Selesai bernyanyi seperti itu tumbuh bulu sehelai di badannya. Ia terus juga bernyanyi dan tumbuh pula bulu sehelai lagi. Begitu seterusnya. Karena lama kelamaan bernyanyi, maka ratalah seluruh tubuhnya ditumbuhi bulu. Kini ia telah menjelma menjadi seekor burung Punai. Ia pun terbang ke arah jendela ia terbang ke bumbung atap, kemudian barulah ia terbang tinggi ke udara. Dari udara terlihatlah olehnya ladang orang tuanya. Kemudian ia terbang ke arah ladang dan hinggap pada sepohon kayu ara yang tinggi. Dari atas pohon itu terlihat emak dan ayahnya sedang asyik menyiang rumput, ia pun bernyanyi:

Sing! Tali gasing
Alit gasing dan buah keras
Sampai hati ibu!
Ditanaknya saya gasing
Digulainya tali gasing
Menjadi punai saya kini
Makan buah kayu ara.

Mendengar nyanyian burung yang pandai bicara itu maka berkatalah emaknya,

“Ei, coba awak dengar! Kalau tidak salah. Seperti suara anak kita, Atan.”

“Mana pula, coba dengar baik-baik kata ayahnya.”

Mereka mendengar secara seksama suara nyanyian dari burung punai itu.

Sing!

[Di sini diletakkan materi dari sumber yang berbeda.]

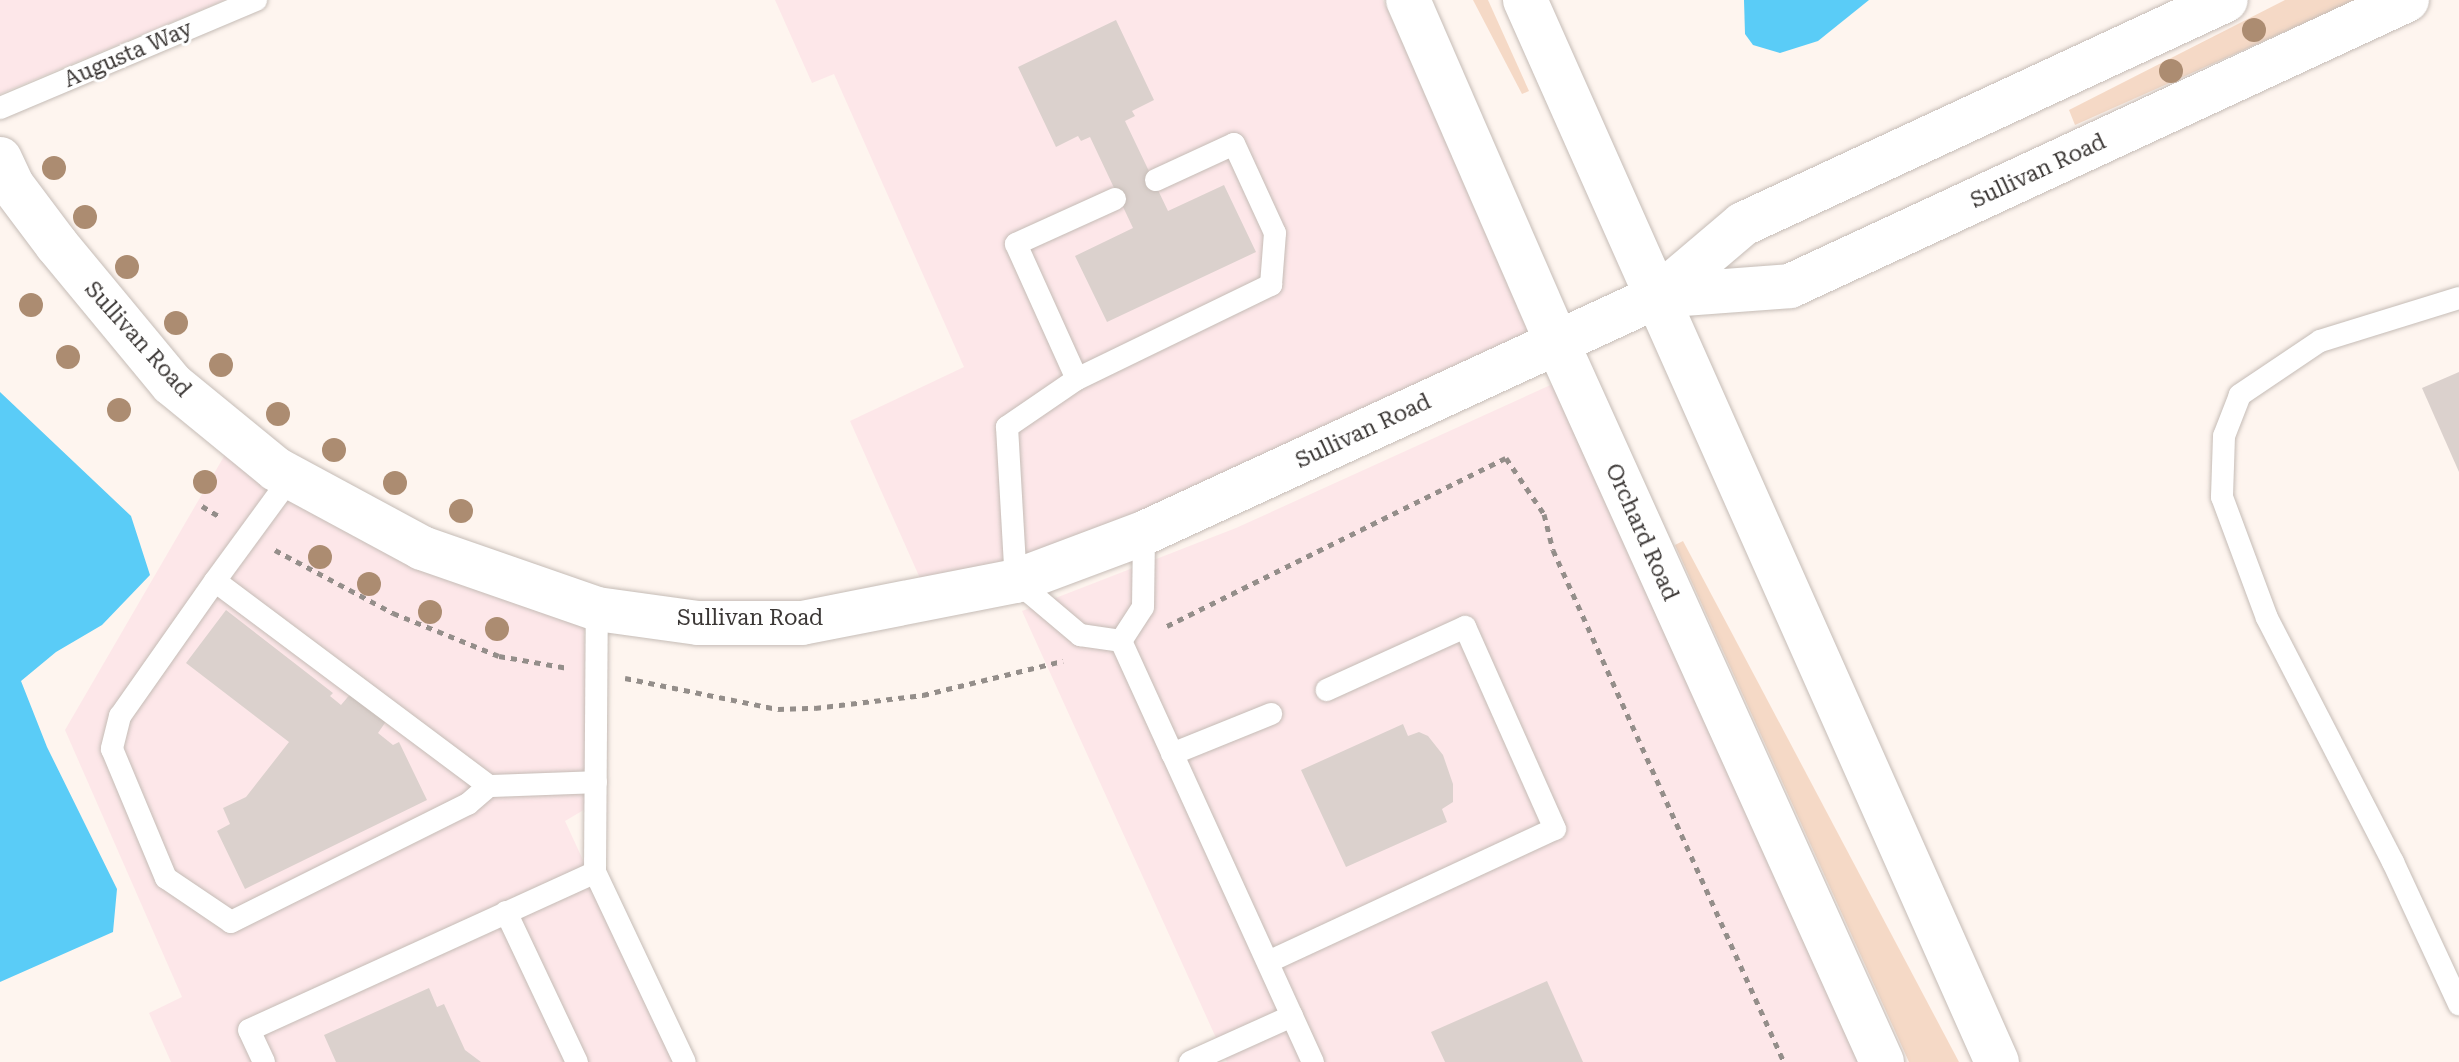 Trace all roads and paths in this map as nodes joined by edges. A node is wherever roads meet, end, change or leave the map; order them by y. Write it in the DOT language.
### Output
graph roads {
  1 [pos="256,0"];
  2 [pos="1408,0"];
  3 [pos="1525,0"];
  4 [pos="2226,0"];
  5 [pos="2407,0"];
  6 [pos="0,108"];
  7 [pos="0,159"];
  8 [pos="1156,180"];
  9 [pos="1115,199"];
  10 [pos="1658,296"];
  11 [pos="2459,298"];
  12 [pos="1556,340"];
  13 [pos="1077,379"];
  14 [pos="1506,458"];
  15 [pos="291,477"];
  16 [pos="1144,533"];
  17 [pos="215,581"];
  18 [pos="1016,581"];
  19 [pos="597,609"];
  20 [pos="1121,641"];
  21 [pos="1327,690"];
  22 [pos="1271,714"];
  23 [pos="1172,754"];
  24 [pos="596,782"];
  25 [pos="489,786"];
  26 [pos="595,872"];
  27 [pos="506,912"];
  28 [pos="1268,962"];
  29 [pos="2459,1004"];
  30 [pos="1292,1016"];
  31 [pos="264,1062"];
  32 [pos="577,1062"];
  33 [pos="685,1062"];
  34 [pos="1190,1062"];
  35 [pos="1313,1062"];
  36 [pos="1784,1062"];
  37 [pos="1882,1062"];
  38 [pos="1997,1062"];
  1 -- 6 [label="lane, Augusta Way"];
  2 -- 12 [label="street, Orchard Road"];
  3 -- 10 [label="street"];
  4 -- 10 [label="street, Sullivan Road"];
  5 -- 10 [label="street, Sullivan Road"];
  7 -- 15 [label="street, Sullivan Road"];
  8 -- 13 [label="lane"];
  9 -- 13 [label="lane"];
  10 -- 12 [label="street, Sullivan Road"];
  10 -- 38 [label="street"];
  11 -- 29 [label="lane"];
  12 -- 16 [label="street, Sullivan Road"];
  12 -- 37 [label="street, Orchard Road"];
  13 -- 18 [label="lane"];
  14 -- 36 [label="path"];
  15 -- 17 [label="lane"];
  15 -- 19 [label="street, Sullivan Road"];
  16 -- 18 [label="street, Sullivan Road"];
  16 -- 20 [label="lane"];
  17 -- 25 [label="lane"];
  17 -- 25 [label="lane"];
  18 -- 19 [label="street, Sullivan Road"];
  18 -- 20 [label="lane"];
  19 -- 24 [label="lane"];
  20 -- 23 [label="lane"];
  21 -- 28 [label="lane"];
  22 -- 23 [label="lane"];
  23 -- 28 [label="lane"];
  24 -- 25 [label="lane"];
  24 -- 26 [label="lane"];
  26 -- 27 [label="lane"];
  26 -- 33 [label="lane"];
  27 -- 31 [label="lane"];
  27 -- 32 [label="lane"];
  28 -- 30 [label="lane"];
  30 -- 34 [label="lane"];
  30 -- 35 [label="lane"];
} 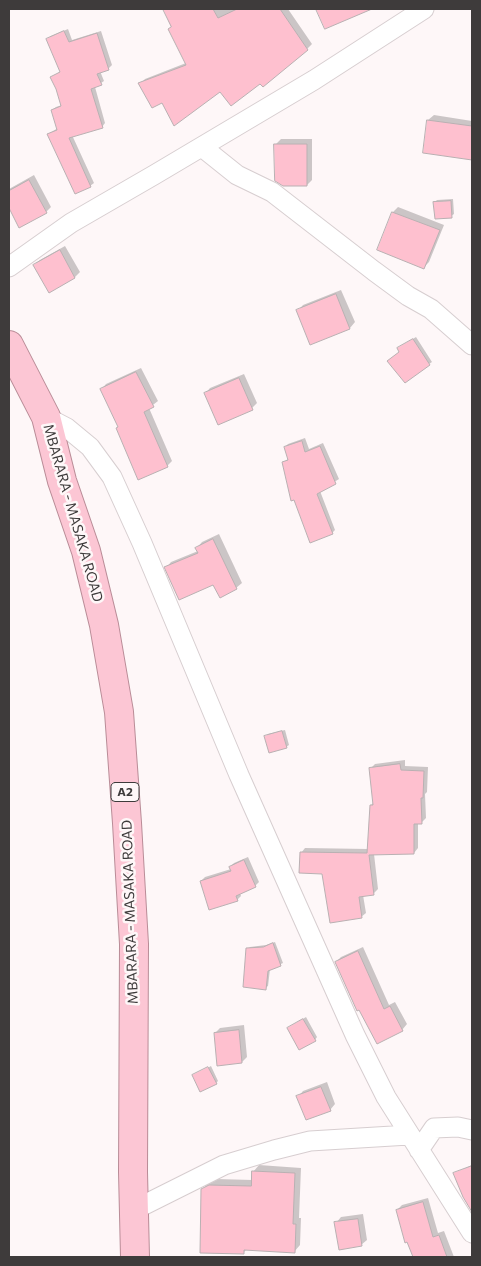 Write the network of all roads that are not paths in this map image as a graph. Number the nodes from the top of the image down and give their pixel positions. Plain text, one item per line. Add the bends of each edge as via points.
1 (424, 9) edge
2 (202, 147) junction
3 (9, 267) edge
4 (472, 344) edge
5 (9, 345) edge
6 (46, 418) junction
7 (472, 1130) edge
8 (414, 1143) junction
9 (134, 1210) junction
10 (472, 1233) edge
11 (135, 1257) edge

1 - 2 street
2 - 3 street via 71,223
2 - 4 street via 237,175 272,192 408,296 432,309
5 - 6 highway, MBARARA - MASAKA ROAD / A2
6 - 8 street via 67,428 90,447 112,477 239,775 351,1026
6 - 9 highway, MBARARA - MASAKA ROAD / A2 via 62,480 86,551 104,625 119,712 134,944
7 - 8 street via 434,1128
8 - 9 street via 310,1142 274,1150 224,1165
8 - 10 street
9 - 11 highway, MBARARA - MASAKA ROAD / A2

Tali gasing
alit gasing dan buah keras
sampai hati ibu!
ditanaknya saya gasing
digulainya tali gasing
menjadi punai saya kini
makan buah kayu ara.

“Iya,” kata ayahnya sambil mendengar dengan seksama.

“Itu memang suara anak kita,” lanjutnya memastikan.

Maka berteriaklah emaknya memanggil si Atan.

“Nak. kemarilah! Ini nasi…” teriak emaknya.

“Tidak… Saya sudah menjadi burung. Makan buah kayu ara,” kata anaknya yang telah menjadi bu¬rung punai itu.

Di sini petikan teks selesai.